*** PROVIDED INFORMATION

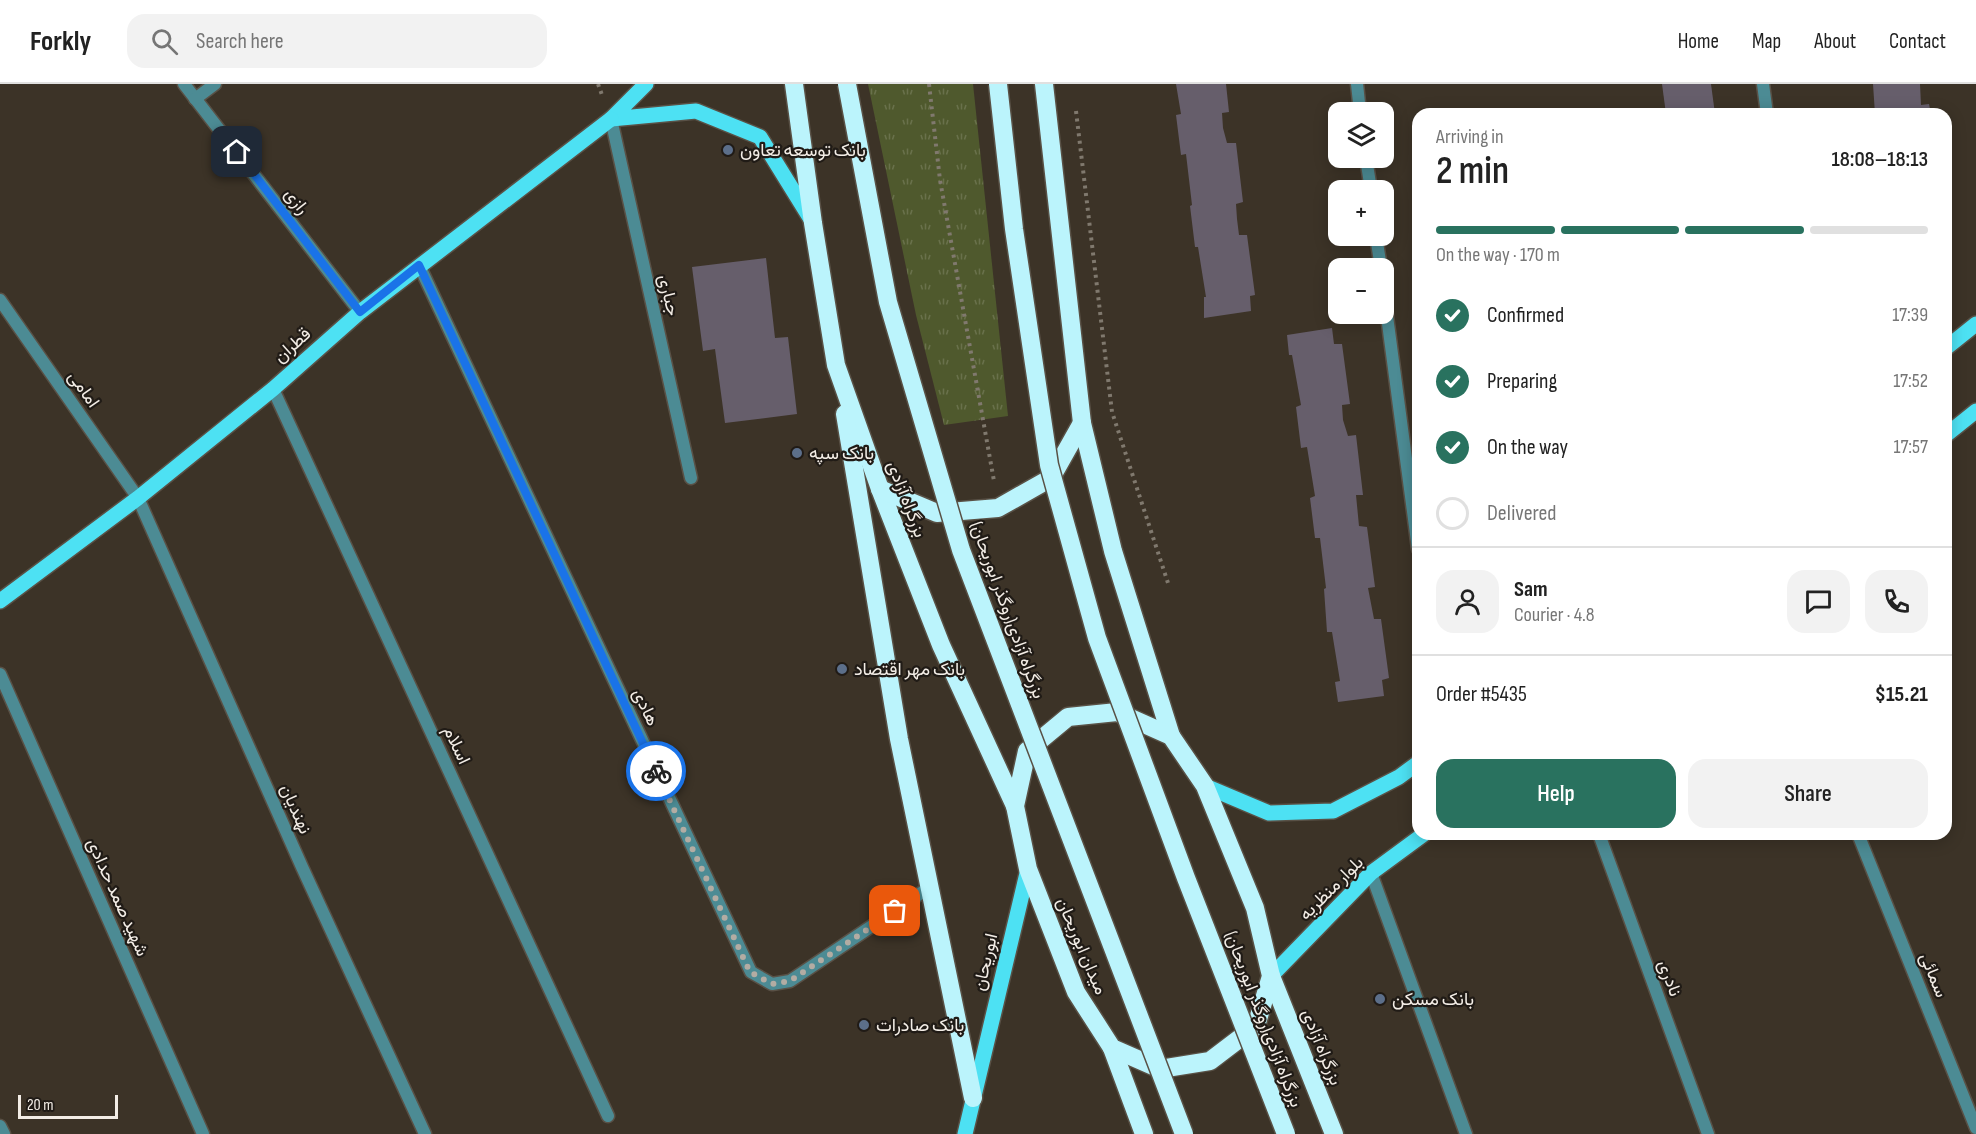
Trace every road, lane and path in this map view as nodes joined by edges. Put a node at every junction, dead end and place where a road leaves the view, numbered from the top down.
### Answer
1 (184, 84) edge
2 (215, 84) edge
3 (646, 84) edge
4 (794, 84) edge
5 (847, 84) edge
6 (929, 84) edge
7 (998, 84) edge
8 (1044, 84) edge
9 (1357, 84) edge
10 (1764, 84) edge
11 (195, 99) junction
12 (1359, 102) edge
13 (1076, 107) dead end
14 (1766, 108) edge
15 (611, 119) junction
16 (813, 223) junction
17 (419, 265) junction
18 (0, 300) edge
19 (360, 312) junction
20 (1388, 324) edge
21 (1976, 324) edge
22 (1952, 343) edge
23 (836, 365) junction
24 (273, 389) junction
25 (1976, 411) edge
26 (1082, 423) junction
27 (1952, 430) edge
28 (691, 478) dead end
29 (880, 489) junction
30 (138, 498) junction
31 (1412, 504) edge
32 (998, 508) junction
33 (1168, 583) dead end
34 (0, 601) edge
35 (0, 674) edge
36 (1171, 736) junction
37 (1412, 767) edge
38 (1205, 786) junction
39 (1015, 806) junction
40 (1416, 840) edge
41 (1601, 840) edge
42 (1860, 840) edge
43 (1028, 869) junction
44 (1371, 873) junction
45 (930, 887) junction
46 (1271, 976) junction
47 (1112, 1048) junction
48 (973, 1098) junction
49 (608, 1116) dead end
50 (0, 1126) edge
51 (1976, 1128) edge
52 (4, 1134) edge
53 (203, 1134) edge
54 (425, 1134) edge
55 (965, 1134) edge
56 (1144, 1134) edge
57 (1184, 1134) edge
58 (1286, 1134) edge
59 (1334, 1134) edge
60 (1466, 1134) edge
61 (1708, 1134) edge

1 - 11 street, رازی
2 - 11 street
3 - 15 main road, قطران
4 - 16 highway, بزرگراه آزادی
5 - 57 highway, بزرگراه آزادی(روگذر ابوریحان), bridge
6 - 32 path
7 - 58 highway, بزرگراه آزادی(روگذر ابوریحان), bridge
8 - 26 highway
9 - 12 street
10 - 14 street
11 - 19 street, رازی
13 - 33 path
15 - 16 main road
15 - 17 main road, قطران
15 - 28 street, جباری
16 - 23 highway, بزرگراه آزادی
17 - 19 main road, قطران
17 - 45 street, هادی
18 - 30 street, امامی
19 - 24 main road, قطران
20 - 31 street
21 - 22 main road
23 - 29 highway, بزرگراه آزادی
23 - 45 highway
24 - 30 main road, قطران
24 - 49 street, اسلام
25 - 27 main road
26 - 32 highway
26 - 36 highway
29 - 32 highway
29 - 39 highway, بزرگراه آزادی
30 - 34 main road, قطران
30 - 54 street, نهندیان
35 - 53 street, شهید صمد حدادی
36 - 38 highway
36 - 39 highway, میدان ابوریحان
37 - 38 main road
38 - 46 highway
39 - 43 highway, میدان ابوریحان
40 - 44 main road, بلوار منظریه
41 - 61 street, نادری
42 - 51 street, سمائی
43 - 47 highway, میدان ابوریحان
43 - 48 main road, ابوریحان
44 - 46 main road, بلوار منظریه
44 - 60 street
45 - 48 highway
46 - 47 highway
46 - 59 highway, بزرگراه آزادی
47 - 56 highway
48 - 55 main road, ابوریحان
50 - 52 street

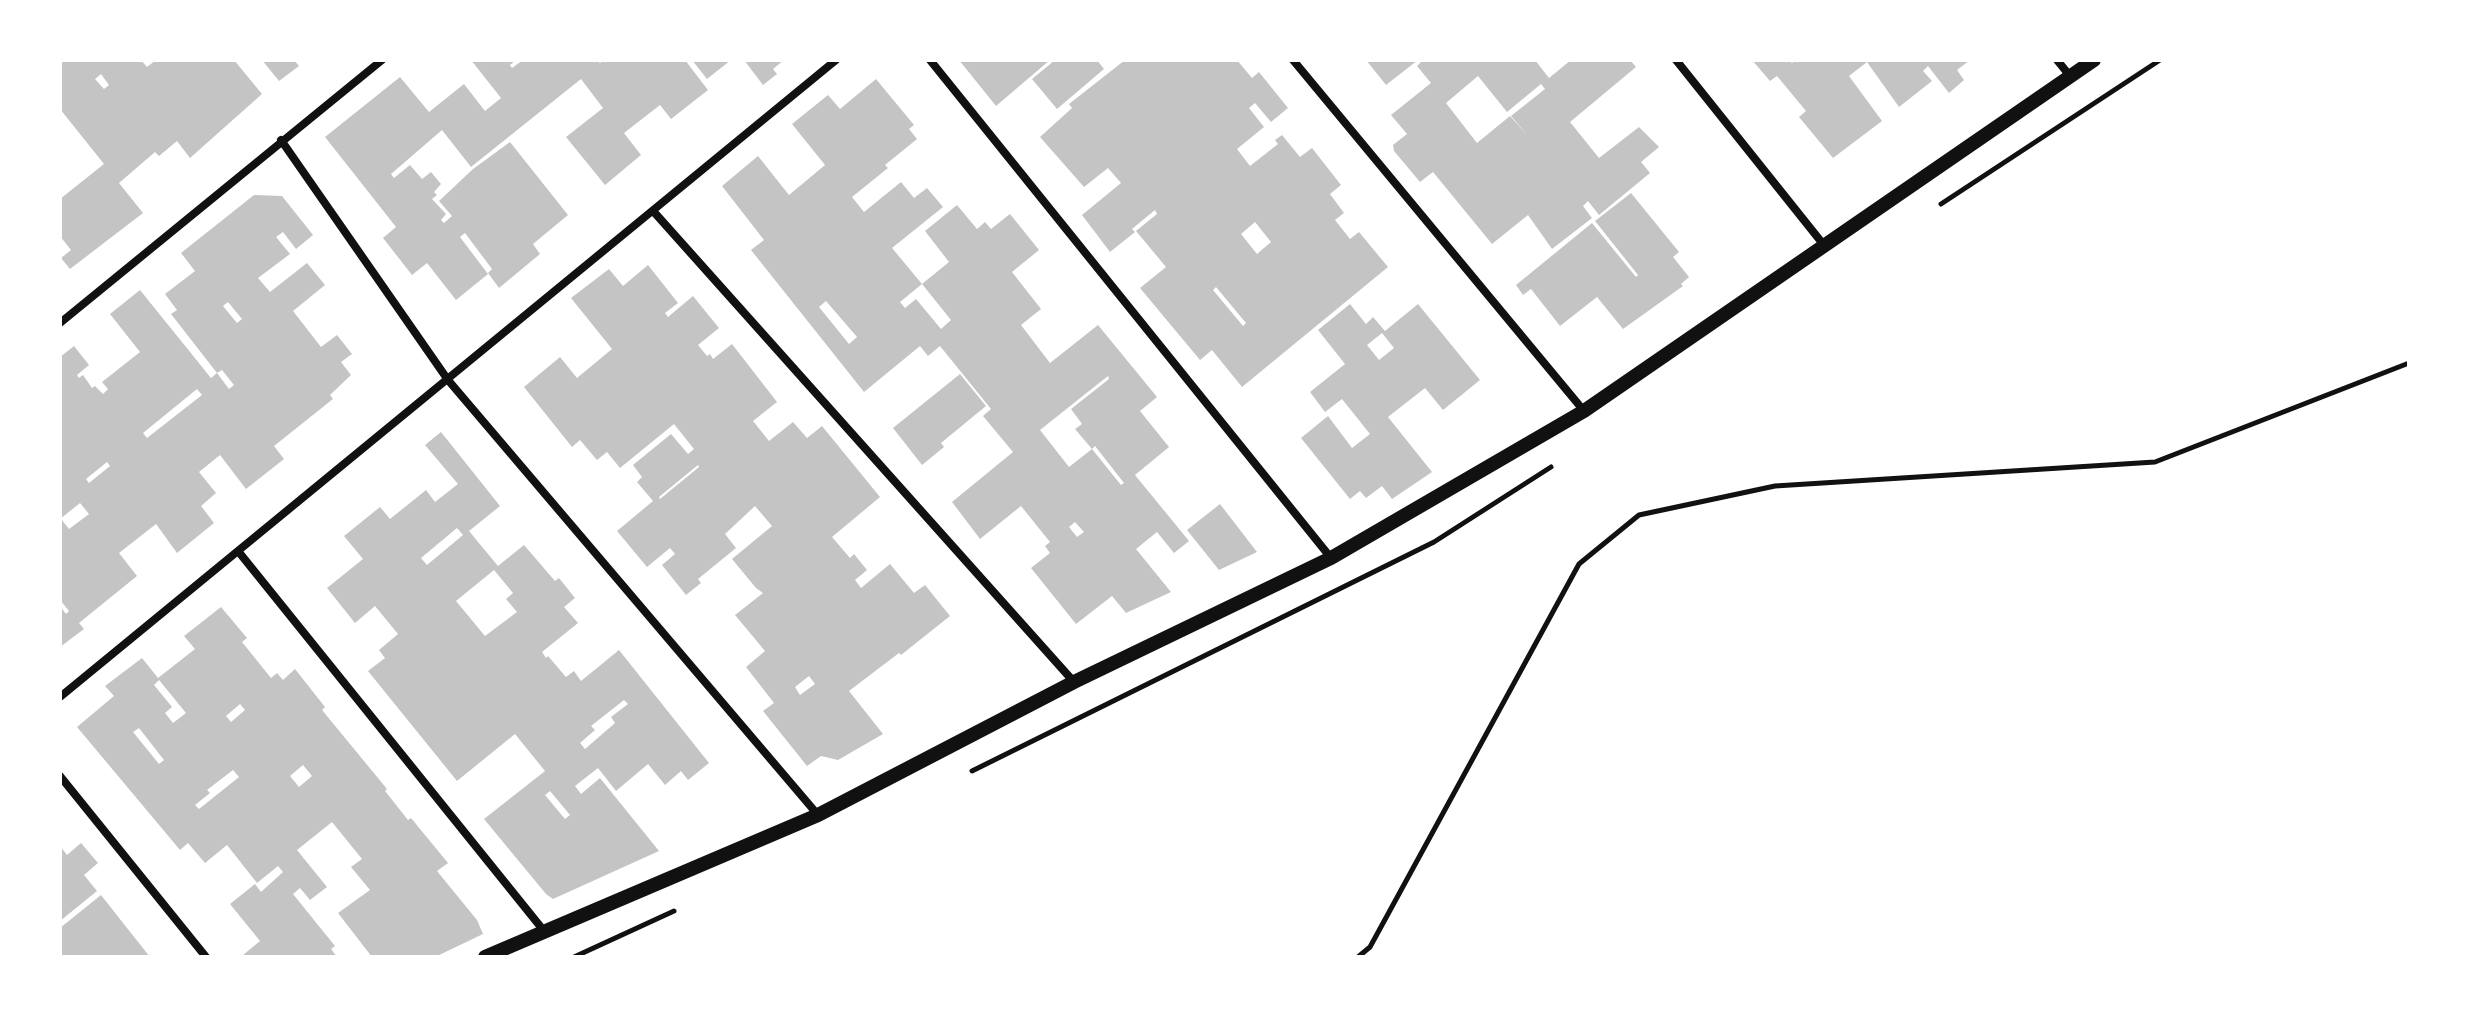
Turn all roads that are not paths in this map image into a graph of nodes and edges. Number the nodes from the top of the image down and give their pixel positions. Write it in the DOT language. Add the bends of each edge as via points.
graph roads {
  1 [pos="382,60"];
  2 [pos="836,60"];
  3 [pos="930,60"];
  4 [pos="1293,60"];
  5 [pos="1676,60"];
  6 [pos="2057,60"];
  7 [pos="2094,60"];
  8 [pos="2070,76"];
  9 [pos="281,140"];
  10 [pos="654,212"];
  11 [pos="1823,244"];
  12 [pos="60,323"];
  13 [pos="448,380"];
  14 [pos="1584,411"];
  15 [pos="238,551"];
  16 [pos="1331,558"];
  17 [pos="1074,682"];
  18 [pos="60,697"];
  19 [pos="60,776"];
  20 [pos="818,815"];
  21 [pos="544,931"];
  22 [pos="206,957"];
  23 [pos="485,957"];
  1 -- 9 [label="street"];
  2 -- 10 [label="street"];
  3 -- 16 [label="street"];
  4 -- 14 [label="street"];
  5 -- 11 [label="street"];
  6 -- 8 [label="street"];
  7 -- 8 [label="street"];
  8 -- 11 [label="street"];
  9 -- 12 [label="street"];
  9 -- 13 [label="street"];
  10 -- 13 [label="street"];
  10 -- 17 [label="street"];
  11 -- 14 [label="street"];
  13 -- 15 [label="street"];
  13 -- 20 [label="street"];
  14 -- 16 [label="street"];
  15 -- 18 [label="street"];
  15 -- 21 [label="street"];
  16 -- 17 [label="street"];
  17 -- 20 [label="street"];
  19 -- 22 [label="street"];
  20 -- 21 [label="street"];
  21 -- 23 [label="street"];
}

******

WHAT YOU WILL DO:
Please state how many lines in the entries above include the string "edges", and write only that number.

RESULT OF THE TASK:
2